Cryne and Jackman are employees who also have stock options. Cryne said Triggered Events consists of 30 investors but, citing their bosses’ request for privacy, he and Jackman declined to identify the company founders or other owners.
Jackman said the owners put up seed money and a first round of investing has been completed. No other investment rounds are planned and the company has no plans to go public.
Cryne said he and Jackman were hired to make the unidentified founders’ dream a reality.
“Oftentimes it’s beneficial, frankly, to bring in a quality management team that’s not necessarily the founders, per se, of the idea,” said Jackman, adding outsiders tend to be more objective. “The reason for that is . . . the founders can be a bit emotionally attached to an idea. Vince and I have the business expertise.”
But Cryne, 42, and Jackman, 29, aren’t exactly two peas in a pod.
Cryne, who was born and raised in Manchester, England, moved to Calgary in the early 1980s. Before joining Triggered Events, he served as a Calgary-based consultant with Carlson Marketing of Minneapolis.
“On a personal level, I knew that I had to get on to the client side in one fashion or another because, typically, when you’re a consultant so long, you’re never able to reap the rewards and see what did happen because you move on to the next project,” said Cryne.
“This project presented itself very nicely. Although I’m not a techie by nature, I’m also very excited about new technology and I’m very quick to embrace new technology that becomes available.”
Jackman was born and raised in San Diego. He obtained a master’s degree in International Business in 1997 from the American Graduate School of International Management in Glendale, Ariz., where he met a Calgary woman. They married, moved here, and Jackman worked in corporate finance for a year-and-a-half. He then became a venture capitalist, representing a small group of Calgary and California-based investors.
At first glance, you would probably guess that the clean-cut Jackman is a dot-com executive. However, unlike some of his peers, he prefers slow, steady growth versus overnight riches.
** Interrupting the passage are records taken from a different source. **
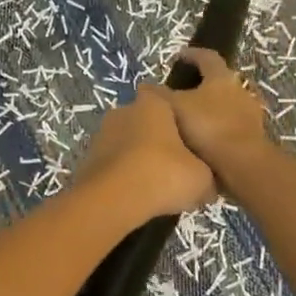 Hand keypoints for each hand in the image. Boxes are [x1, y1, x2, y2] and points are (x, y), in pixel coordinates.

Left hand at [76, 85, 215, 219]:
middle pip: (143, 121)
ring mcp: (101, 134)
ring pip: (125, 143)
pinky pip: (112, 164)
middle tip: (173, 165)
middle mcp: (123, 111)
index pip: (163, 96)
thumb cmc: (164, 174)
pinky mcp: (87, 160)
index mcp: (153, 104)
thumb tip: (208, 187)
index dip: (175, 114)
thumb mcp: (201, 178)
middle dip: (156, 139)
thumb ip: (206, 175)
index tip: (186, 135)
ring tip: (154, 185)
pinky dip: (121, 176)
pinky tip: (134, 196)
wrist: (113, 199)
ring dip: (136, 158)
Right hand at [161, 48, 271, 186]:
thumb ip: (159, 95)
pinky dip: (218, 128)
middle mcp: (240, 90)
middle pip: (220, 81)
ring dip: (211, 108)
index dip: (192, 55)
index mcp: (221, 77)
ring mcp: (250, 114)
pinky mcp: (254, 137)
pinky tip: (204, 141)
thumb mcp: (175, 107)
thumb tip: (144, 85)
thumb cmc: (208, 127)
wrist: (243, 164)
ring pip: (227, 105)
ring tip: (191, 119)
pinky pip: (231, 126)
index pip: (207, 57)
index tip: (179, 56)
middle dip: (202, 84)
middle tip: (182, 91) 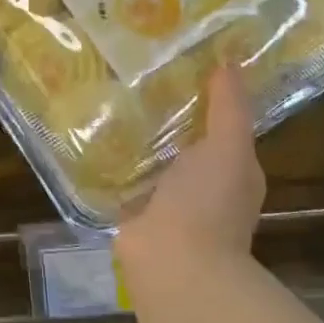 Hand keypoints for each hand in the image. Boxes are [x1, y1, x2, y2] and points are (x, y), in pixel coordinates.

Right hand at [115, 64, 265, 298]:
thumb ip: (229, 107)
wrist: (173, 262)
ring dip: (136, 139)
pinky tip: (91, 138)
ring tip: (107, 99)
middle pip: (183, 142)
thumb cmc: (208, 202)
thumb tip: (230, 61)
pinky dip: (112, 163)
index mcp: (232, 170)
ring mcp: (167, 202)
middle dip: (165, 116)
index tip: (178, 63)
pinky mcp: (134, 213)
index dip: (204, 97)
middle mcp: (202, 186)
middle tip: (135, 76)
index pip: (221, 126)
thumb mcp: (228, 147)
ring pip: (152, 160)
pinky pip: (124, 179) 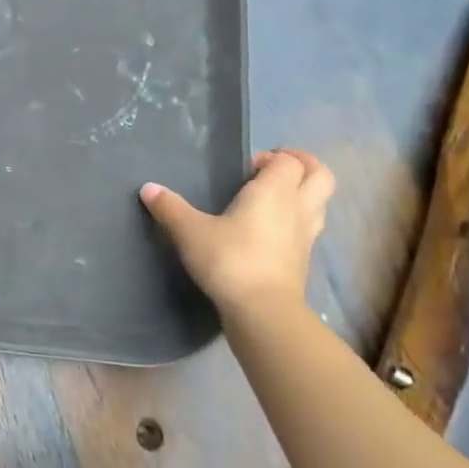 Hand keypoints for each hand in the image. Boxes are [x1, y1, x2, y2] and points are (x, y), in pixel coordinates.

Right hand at [140, 148, 333, 311]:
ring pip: (321, 202)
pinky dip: (298, 221)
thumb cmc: (229, 260)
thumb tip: (148, 188)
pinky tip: (273, 231)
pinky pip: (310, 228)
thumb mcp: (190, 232)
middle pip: (320, 176)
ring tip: (276, 198)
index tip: (247, 167)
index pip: (289, 161)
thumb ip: (170, 208)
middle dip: (304, 166)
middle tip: (275, 170)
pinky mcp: (304, 260)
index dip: (272, 157)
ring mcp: (306, 235)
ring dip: (305, 193)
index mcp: (274, 191)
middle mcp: (298, 207)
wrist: (263, 310) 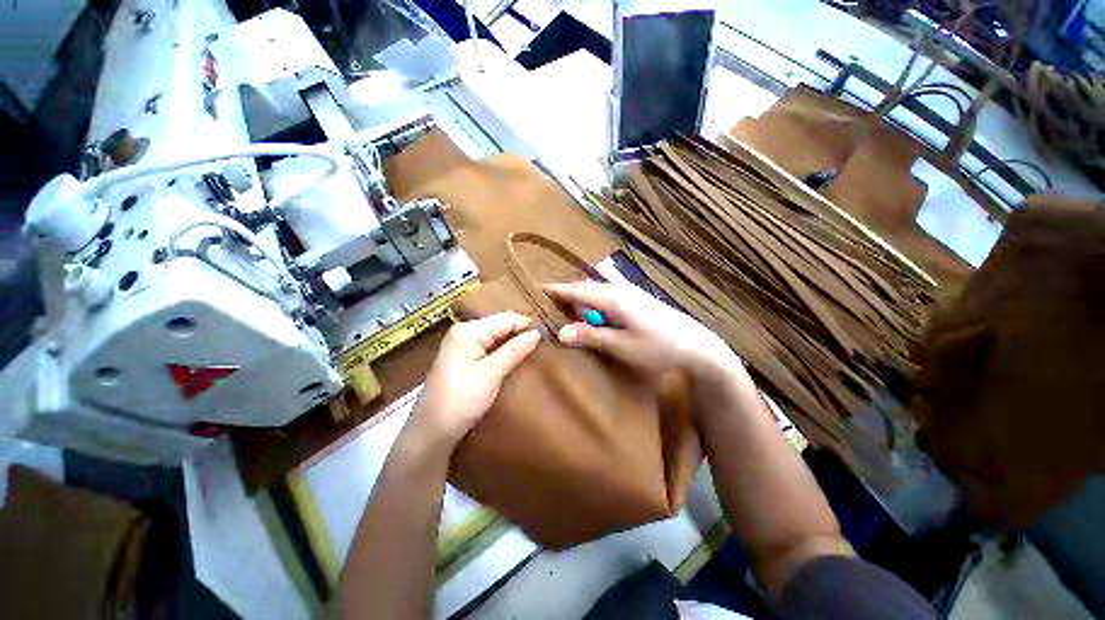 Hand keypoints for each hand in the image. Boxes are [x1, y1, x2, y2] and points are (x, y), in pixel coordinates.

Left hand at [408, 312, 540, 448]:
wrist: (431, 432)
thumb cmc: (461, 400)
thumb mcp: (491, 374)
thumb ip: (514, 350)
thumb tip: (536, 333)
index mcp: (468, 330)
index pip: (505, 319)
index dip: (527, 325)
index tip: (547, 336)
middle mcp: (464, 331)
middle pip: (499, 325)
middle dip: (520, 333)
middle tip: (543, 344)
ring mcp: (461, 345)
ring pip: (495, 337)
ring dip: (513, 343)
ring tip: (534, 350)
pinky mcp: (463, 358)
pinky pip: (489, 347)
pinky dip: (503, 351)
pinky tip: (515, 358)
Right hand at [545, 280, 740, 381]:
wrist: (696, 345)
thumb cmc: (658, 347)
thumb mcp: (622, 346)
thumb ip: (592, 337)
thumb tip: (561, 332)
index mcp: (614, 298)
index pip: (578, 290)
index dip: (558, 290)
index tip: (540, 289)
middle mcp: (621, 289)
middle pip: (589, 283)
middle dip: (571, 291)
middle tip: (556, 303)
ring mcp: (632, 290)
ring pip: (601, 282)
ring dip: (586, 291)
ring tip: (577, 306)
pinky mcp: (639, 297)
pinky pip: (612, 287)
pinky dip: (600, 292)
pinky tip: (601, 306)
Despite his conservative philosophy, however, Jackman isn’t frightened by the recent sharp downturn in technology stock prices. He still believes that the Internet offers huge profit potential.
“As a venture capitalist and entrepreneur, you can’t be worried day-to-day about what’s going on in the stock market,” said Jackman.
Tom Seto, the University of Calgary’s manager of network services, whose job includes identifying new technology for widespread use, said there’s a huge potential for StockTrigger and other wireless alert services.
He said most investment companies already offer stock price alerts on their Web sites, which have timers that refresh appropriate pages every few minutes, but services that transmit messages through hand-held devices are still limited.
“I think this (type of alert service) will be very prevalent,” said Seto, who’s been testing new technology at the U of C for more than two decades. “This stuff is not hard to do. You have to have the link to the database. The last step of getting (information) to the wireless (device) is an evolutionary type of thing.”